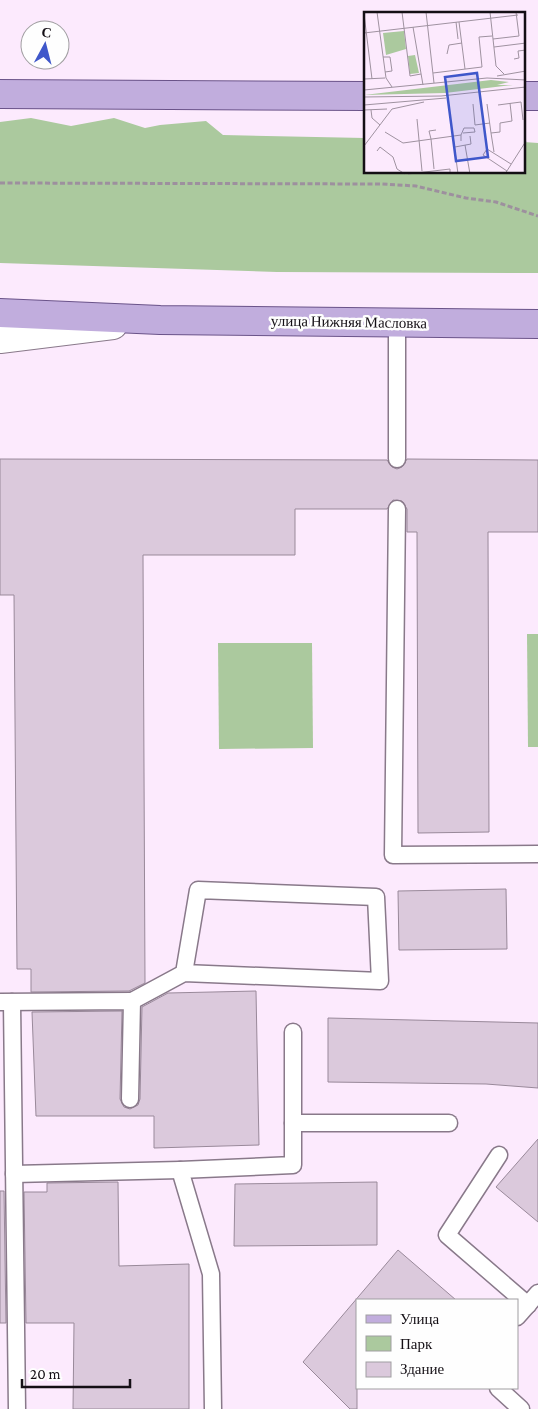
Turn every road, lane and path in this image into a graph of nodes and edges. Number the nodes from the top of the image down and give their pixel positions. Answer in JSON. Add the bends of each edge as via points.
{"nodes":[{"id":1,"x":0,"y":94,"type":"edge"},
{"id":2,"x":364,"y":96,"type":"edge"},
{"id":3,"x":0,"y":183,"type":"edge"},
{"id":4,"x":538,"y":216,"type":"edge"},
{"id":5,"x":0,"y":313,"type":"edge"},
{"id":6,"x":160,"y":320,"type":"junction"},
{"id":7,"x":397,"y":323,"type":"junction"},
{"id":8,"x":538,"y":324,"type":"edge"},
{"id":9,"x":0,"y":339,"type":"edge"},
{"id":10,"x":397,"y":460,"type":"dead end"},
{"id":11,"x":398,"y":509,"type":"dead end"},
{"id":12,"x":538,"y":854,"type":"edge"},
{"id":13,"x":184,"y":973,"type":"junction"},
{"id":14,"x":132,"y":1001,"type":"junction"},
{"id":15,"x":6,"y":1002,"type":"edge"},
{"id":16,"x":293,"y":1032,"type":"dead end"},
{"id":17,"x":130,"y":1099,"type":"dead end"},
{"id":18,"x":293,"y":1123,"type":"junction"},
{"id":19,"x":449,"y":1123,"type":"dead end"},
{"id":20,"x":499,"y":1155,"type":"dead end"},
{"id":21,"x":180,"y":1170,"type":"junction"},
{"id":22,"x":14,"y":1174,"type":"junction"},
{"id":23,"x":527,"y":1305,"type":"edge"},
{"id":24,"x":499,"y":1389,"type":"edge"},
{"id":25,"x":17,"y":1409,"type":"edge"},
{"id":26,"x":213,"y":1409,"type":"edge"},
{"id":27,"x":521,"y":1409,"type":"edge"}],
"edges":[{"from":1,"to":2,"type":"main road"},
{"from":3,"to":4,"type":"path","via":[[416,186],[496,202]]},
{"from":5,"to":6,"type":"main road","name":"улица Нижняя Масловка"},
{"from":6,"to":7,"type":"main road","name":"улица Нижняя Масловка"},
{"from":6,"to":9,"type":"street","name":"улица Нижняя Масловка"},
{"from":7,"to":8,"type":"main road","name":"улица Нижняя Масловка"},
{"from":7,"to":10,"type":"lane"},
{"from":11,"to":12,"type":"lane","via":[[393,856]]},
{"from":13,"to":13,"type":"lane","via":[[198,890],[376,897],[380,981]]},
{"from":13,"to":14,"type":"lane"},
{"from":14,"to":15,"type":"lane"},
{"from":14,"to":17,"type":"lane"},
{"from":15,"to":22,"type":"lane"},
{"from":16,"to":18,"type":"lane"},
{"from":18,"to":19,"type":"lane"},
{"from":18,"to":21,"type":"lane","via":[[293,1165]]},
{"from":20,"to":23,"type":"lane","via":[[448,1234]]},
{"from":21,"to":22,"type":"lane"},
{"from":21,"to":26,"type":"lane","via":[[211,1274]]},
{"from":22,"to":25,"type":"lane"},
{"from":24,"to":27,"type":"lane"}]}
- - -
• What you have to do: Report every line above that has the string "main" in it.

• Answer to this exercise:
"edges":[{"from":1,"to":2,"type":"main road"},
{"from":5,"to":6,"type":"main road","name":"улица Нижняя Масловка"},
{"from":6,"to":7,"type":"main road","name":"улица Нижняя Масловка"},
{"from":7,"to":8,"type":"main road","name":"улица Нижняя Масловка"},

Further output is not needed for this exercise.